“È desolante vedere le nostre spiagge trasformate in vere e proprie discariche abusive.”
È questo l’amaro commento dell’associazione ambientalista Mareamico, che torna a denunciare lo stato di abbandono e degrado delle spiagge di Misita e Zingarello, due tra le aree costiere più suggestive dell’agrigentino.
Le immagini raccolte dai volontari dell’associazione parlano chiaro: cestini colmi di rifiuti, pneumatici abbandonati nella vegetazione e persino elettrodomestici dismessi lasciati tra i cespugli.
Uno scenario indegno per un territorio che dovrebbe puntare sulla bellezza e sulla tutela dell’ambiente per attrarre turismo e sviluppo sostenibile.
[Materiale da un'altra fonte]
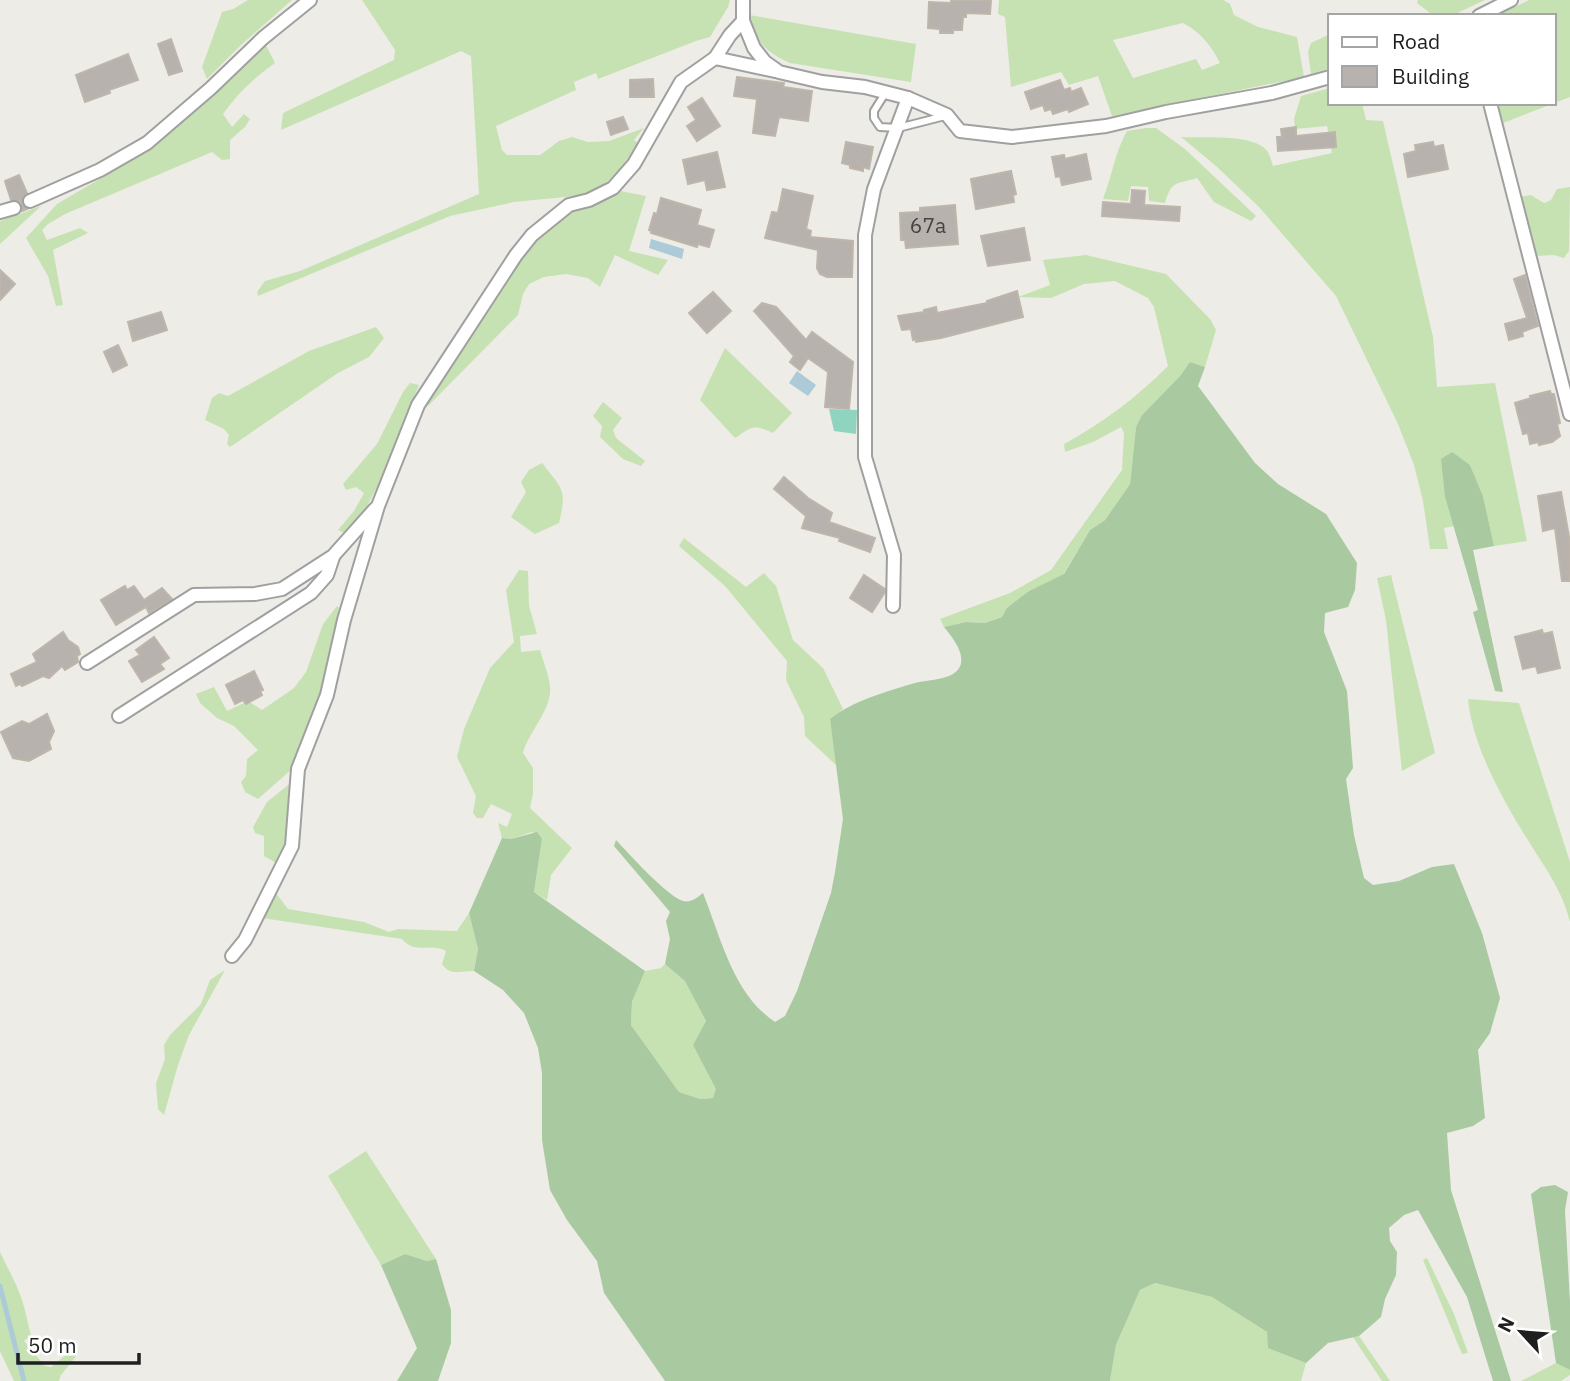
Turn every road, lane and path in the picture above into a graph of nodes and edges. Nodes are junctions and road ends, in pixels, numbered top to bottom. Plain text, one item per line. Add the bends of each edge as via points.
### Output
1 (310, 0) edge
2 (743, 0) edge
3 (1511, 0) edge
4 (1483, 14) edge
5 (743, 21) junction
6 (715, 58) junction
7 (779, 72) junction
8 (1328, 78) edge
9 (886, 92) junction
10 (908, 98) junction
11 (1491, 105) edge
12 (947, 115) junction
13 (898, 128) junction
14 (30, 201) dead end
15 (14, 208) dead end
16 (0, 212) edge
17 (1570, 414) edge
18 (378, 506) junction
19 (333, 556) junction
20 (893, 606) dead end
21 (87, 663) dead end
22 (119, 716) dead end
23 (232, 956) dead end

1 - 14 street via 147,143
2 - 5 street
3 - 4 street
5 - 6 street
5 - 7 street via 754,48
6 - 7 street
6 - 18 street via 681,82 634,164 613,188 569,205 516,255 418,405
7 - 9 street
8 - 12 street via 1106,126 1012,137 960,131
9 - 10 street
9 - 13 lane via 874,118 880,127
10 - 12 street
10 - 13 street
11 - 17 street
12 - 13 lane
13 - 20 street via 874,189 865,235 865,457 894,555
15 - 16 street
18 - 19 street
18 - 23 street via 327,695 298,769 292,846 245,940
19 - 21 street via 282,589 194,595
19 - 22 street via 327,575 310,593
Secondo Mareamico, la responsabilità è duplice: da una parte i cittadini, spesso privi di senso civico e poco inclini a rispettare le regole della convivenza e della tutela ambientale; dall’altra le istituzioni, che dovrebbero intensificare i controlli, inasprire le sanzioni per chi abbandona rifiuti e investire maggiormente in servizi di raccolta efficienti e campagne di sensibilizzazione.
“Basterebbe poco – sottolineano i volontari – per mantenere pulite le nostre spiagge: una maggiore attenzione, rispetto delle regole e strutture adeguate. Il mare e la natura meritano più rispetto.”
L’ennesima denuncia di Mareamico è un chiaro appello alle coscienze e un invito concreto ad agire per la salvaguardia del nostro patrimonio naturale, prima che il degrado diventi irreversibile.